DIAGNOSIS of skin cancer requires careful examination of suspicious lesions, usually with magnifiers under bright light. Suspicious lesions are then biopsied, removed in part or whole by a scalpel or similar instrument. The specimen is then submitted to a laboratory where a dermatopathologist will evaluate the lesion using special stains and a microscope.

  

TREATMENT of skin cancer and their precursors may be achieved by a number of modalities utilized by dermatologists.

Cryosurgery or treatment with liquid nitrogen is very effective for the treatment of precancerous actinic keratoses. In some cases, actinic keratosis can even be treated with drugs applied to the skin such as 5-fluorouracil, diclofenac, and imiquimod. Newer agents are being developed and tested which may be effective in the treatment of very superficial skin cancers.

The mainstay of treatment for most skin cancers is excisional surgery. This procedure is performed safely and expertly in the dermatologist’s office requiring only local anesthesia at the site of the skin cancer. The procedure involves removing entire cancer along with an additional border of normal skin using a scalpel. The area is then closed with sutures utilizing surgical techniques that ensure proper healing and minimal scar formation. The specimen is then sent to the dermatopathologist who will check the margins to make sure cancer has been completely removed. Dr. Van Gurp has successfully removed thousands of skin cancers by excisional surgery.

Electrosurgery may be used in selective cases of superficial skin cancer. In this procedure, cancerous tissue is scraped from the skin using a curette and the remaining tumor is then removed with a device that delivers an electric spark to the affected area.

Mohs micrographic surgery or microscopically controlled surgery is particularly effective for tumors that recur or those that involve large areas in difficult locations such as the nose, ears, lips, and around the eyes. X-ray therapy may also be used in special cases as well.

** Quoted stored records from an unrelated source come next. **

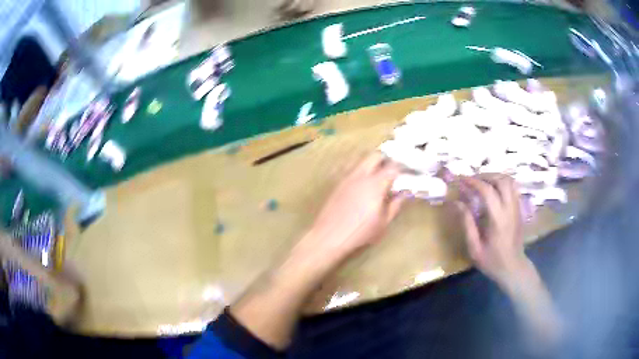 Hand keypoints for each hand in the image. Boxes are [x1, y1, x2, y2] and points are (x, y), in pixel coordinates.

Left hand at [305, 152, 405, 260]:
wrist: (329, 237)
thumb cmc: (360, 232)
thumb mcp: (383, 223)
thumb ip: (395, 205)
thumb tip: (403, 193)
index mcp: (375, 183)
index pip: (392, 167)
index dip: (402, 167)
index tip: (407, 171)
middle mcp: (361, 175)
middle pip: (375, 156)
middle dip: (386, 159)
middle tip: (392, 170)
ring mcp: (347, 178)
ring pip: (362, 161)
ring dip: (372, 164)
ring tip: (378, 177)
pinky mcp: (338, 184)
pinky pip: (352, 170)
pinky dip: (361, 172)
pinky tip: (362, 185)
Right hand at [455, 174, 529, 288]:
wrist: (513, 268)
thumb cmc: (492, 261)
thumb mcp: (474, 247)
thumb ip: (467, 223)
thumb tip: (457, 202)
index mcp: (498, 219)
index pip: (487, 191)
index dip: (473, 182)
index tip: (461, 179)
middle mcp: (510, 209)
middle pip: (501, 180)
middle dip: (486, 176)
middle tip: (473, 181)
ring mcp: (517, 207)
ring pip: (509, 181)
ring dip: (495, 177)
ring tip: (483, 183)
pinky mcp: (520, 209)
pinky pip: (513, 187)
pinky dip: (502, 183)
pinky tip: (494, 190)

In the case of deeper malignant melanoma, sentinel lymph node biopsy and/or removal of the affected lymph nodes may be required. Treatments involving vaccines and immunotherapy are under investigation for later stage melanoma as well.

TANNING: There is no such thing as a healthy tan. In fact, a tan is the skin’s response to injury by ultra-violet light (UVL). UVL can cause mutations in cellular DNA that can lead to skin cancer. It also decreases the effectiveness of the immune system in the skin which may also promote skin cancer. UVL also damages proteins in the skin causing an acceleration of the aging process.

You are really fooling yourself if you think a tanning bed is a safe way to tan - recent studies show the contrary.

The best way to prevent skin cancer is to minimize your exposure to UVL. This is true whether it comes from the sun or an artificial source like a tanning bed.